In Sec. 3.2, the authors mention for cold start they use: "300 real-user questions from our deployed smart assistant". Can the authors please provide details on this?
Response:
The "300 real-user questions from our deployed smart assistant" refer to open-ended queries collected from internal team members interacting with our in-house assistant system, which uses DeepSeek-V3 and our internal search backend. Unlike WebPuzzle's close-ended QA format, these queries reflect diverse real-world information needs, such as:
-
Should I buy an electric or gasoline car in 2025?
-
Any flagship TWS headphones worth recommending?
-
What’s your opinion on xxx event? What impact might it have?
These examples cover current events, product comparisons, and opinion-based analysis. We included them in training to avoid overfitting to narrow, factoid-style QA tasks.
For iterative RAG mentioned in Sec. 3 for GRPO, what is the exact scaffold used for inference and training (e.g., basic ReACT loop, or more complex iterative multi-step scaffolds like OpenHands)?
Response:
We apologize for the ambiguity in our original description.
Our iterative RAG setup for GRPO uses a basic ReAct-style loop, implemented in-house.
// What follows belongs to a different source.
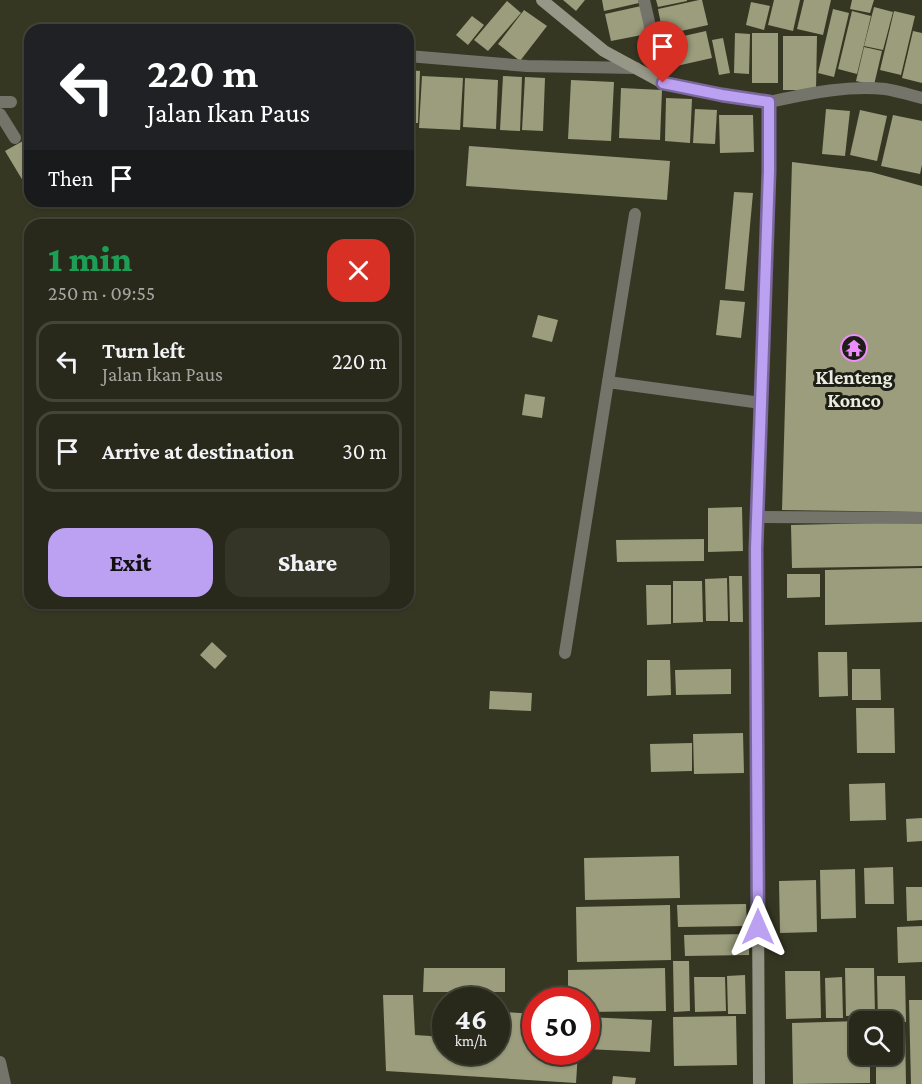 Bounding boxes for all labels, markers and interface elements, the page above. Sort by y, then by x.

The inference pattern follows the standard thought → search → thought → … → answer structure, closely aligned with the original ReAct formulation.
For training, we combine this ReAct-style reasoning loop with the Hugging Face TRL library. GRPO and other RL algorithms are implemented via TRL, while the agent orchestration is handled by our own codebase.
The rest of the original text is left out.